Repeat the records exactly. Leave out the pictures.

(Recorded data)

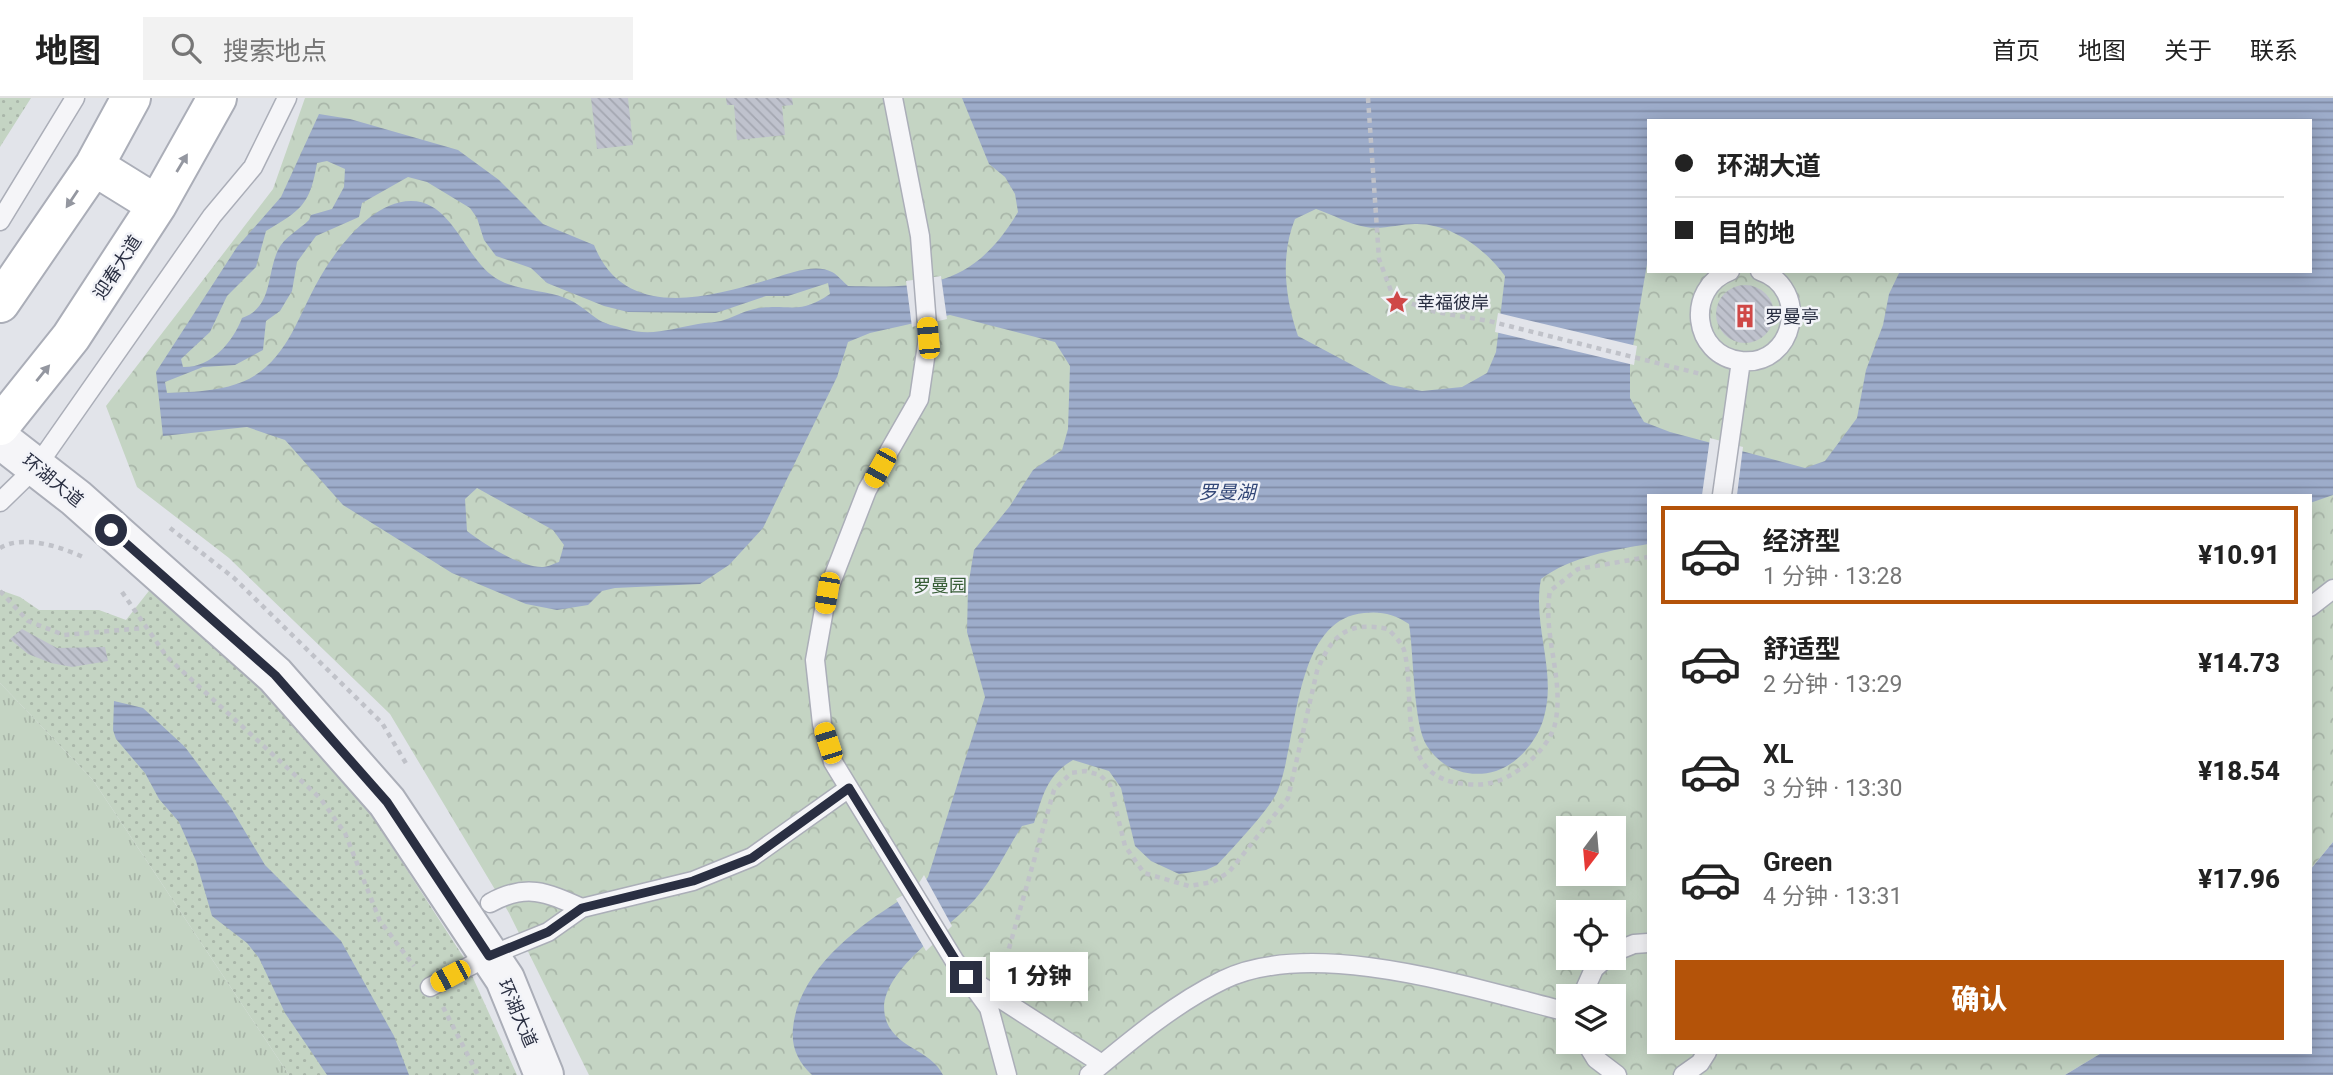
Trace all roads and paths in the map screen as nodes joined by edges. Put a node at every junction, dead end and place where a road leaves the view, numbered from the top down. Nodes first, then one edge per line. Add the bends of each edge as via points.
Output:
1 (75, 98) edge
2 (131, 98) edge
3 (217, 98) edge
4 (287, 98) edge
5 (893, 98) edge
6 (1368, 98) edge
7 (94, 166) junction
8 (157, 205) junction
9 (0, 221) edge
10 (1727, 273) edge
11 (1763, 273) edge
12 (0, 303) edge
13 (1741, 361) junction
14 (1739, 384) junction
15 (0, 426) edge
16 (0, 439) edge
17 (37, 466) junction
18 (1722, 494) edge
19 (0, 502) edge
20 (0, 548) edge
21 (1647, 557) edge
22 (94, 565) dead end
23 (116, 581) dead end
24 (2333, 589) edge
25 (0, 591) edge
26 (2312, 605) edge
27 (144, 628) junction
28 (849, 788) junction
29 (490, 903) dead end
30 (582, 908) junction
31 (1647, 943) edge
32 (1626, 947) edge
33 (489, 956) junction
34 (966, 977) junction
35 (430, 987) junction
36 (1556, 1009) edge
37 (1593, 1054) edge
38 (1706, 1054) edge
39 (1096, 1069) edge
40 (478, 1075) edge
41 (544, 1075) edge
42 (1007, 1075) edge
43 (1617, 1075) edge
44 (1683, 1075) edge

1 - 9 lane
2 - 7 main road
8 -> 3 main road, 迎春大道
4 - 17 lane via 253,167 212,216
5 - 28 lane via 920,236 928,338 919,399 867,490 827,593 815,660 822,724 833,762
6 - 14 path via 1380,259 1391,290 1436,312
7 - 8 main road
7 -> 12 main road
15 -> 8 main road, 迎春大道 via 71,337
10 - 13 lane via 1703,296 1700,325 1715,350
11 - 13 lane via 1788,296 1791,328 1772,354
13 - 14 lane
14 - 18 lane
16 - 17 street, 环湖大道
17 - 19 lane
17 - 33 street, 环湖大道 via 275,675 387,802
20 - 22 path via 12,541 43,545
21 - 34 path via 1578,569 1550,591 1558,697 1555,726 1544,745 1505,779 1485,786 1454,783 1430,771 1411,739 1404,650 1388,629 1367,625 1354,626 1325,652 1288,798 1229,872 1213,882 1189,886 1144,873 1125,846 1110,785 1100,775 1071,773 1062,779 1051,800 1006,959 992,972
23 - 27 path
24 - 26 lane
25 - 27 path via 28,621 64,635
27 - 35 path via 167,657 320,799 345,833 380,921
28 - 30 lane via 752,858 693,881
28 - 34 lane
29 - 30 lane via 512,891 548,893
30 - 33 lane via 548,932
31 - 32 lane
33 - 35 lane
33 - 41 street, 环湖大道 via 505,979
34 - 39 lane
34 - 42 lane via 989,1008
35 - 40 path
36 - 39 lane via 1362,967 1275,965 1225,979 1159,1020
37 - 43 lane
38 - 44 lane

(End Recorded data)

Exercise output –
Trace all roads and paths in the map screen as nodes joined by edges. Put a node at every junction, dead end and place where a road leaves the view, numbered from the top down. Nodes first, then one edge per line. Add the bends of each edge as via points.
Output:
1 (75, 98) edge
2 (131, 98) edge
3 (217, 98) edge
4 (287, 98) edge
5 (893, 98) edge
6 (1368, 98) edge
7 (94, 166) junction
8 (157, 205) junction
9 (0, 221) edge
10 (1727, 273) edge
11 (1763, 273) edge
12 (0, 303) edge
13 (1741, 361) junction
14 (1739, 384) junction
15 (0, 426) edge
16 (0, 439) edge
17 (37, 466) junction
18 (1722, 494) edge
19 (0, 502) edge
20 (0, 548) edge
21 (1647, 557) edge
22 (94, 565) dead end
23 (116, 581) dead end
24 (2333, 589) edge
25 (0, 591) edge
26 (2312, 605) edge
27 (144, 628) junction
28 (849, 788) junction
29 (490, 903) dead end
30 (582, 908) junction
31 (1647, 943) edge
32 (1626, 947) edge
33 (489, 956) junction
34 (966, 977) junction
35 (430, 987) junction
36 (1556, 1009) edge
37 (1593, 1054) edge
38 (1706, 1054) edge
39 (1096, 1069) edge
40 (478, 1075) edge
41 (544, 1075) edge
42 (1007, 1075) edge
43 (1617, 1075) edge
44 (1683, 1075) edge

1 - 9 lane
2 - 7 main road
8 -> 3 main road, 迎春大道
4 - 17 lane via 253,167 212,216
5 - 28 lane via 920,236 928,338 919,399 867,490 827,593 815,660 822,724 833,762
6 - 14 path via 1380,259 1391,290 1436,312
7 - 8 main road
7 -> 12 main road
15 -> 8 main road, 迎春大道 via 71,337
10 - 13 lane via 1703,296 1700,325 1715,350
11 - 13 lane via 1788,296 1791,328 1772,354
13 - 14 lane
14 - 18 lane
16 - 17 street, 环湖大道
17 - 19 lane
17 - 33 street, 环湖大道 via 275,675 387,802
20 - 22 path via 12,541 43,545
21 - 34 path via 1578,569 1550,591 1558,697 1555,726 1544,745 1505,779 1485,786 1454,783 1430,771 1411,739 1404,650 1388,629 1367,625 1354,626 1325,652 1288,798 1229,872 1213,882 1189,886 1144,873 1125,846 1110,785 1100,775 1071,773 1062,779 1051,800 1006,959 992,972
23 - 27 path
24 - 26 lane
25 - 27 path via 28,621 64,635
27 - 35 path via 167,657 320,799 345,833 380,921
28 - 30 lane via 752,858 693,881
28 - 34 lane
29 - 30 lane via 512,891 548,893
30 - 33 lane via 548,932
31 - 32 lane
33 - 35 lane
33 - 41 street, 环湖大道 via 505,979
34 - 39 lane
34 - 42 lane via 989,1008
35 - 40 path
36 - 39 lane via 1362,967 1275,965 1225,979 1159,1020
37 - 43 lane
38 - 44 lane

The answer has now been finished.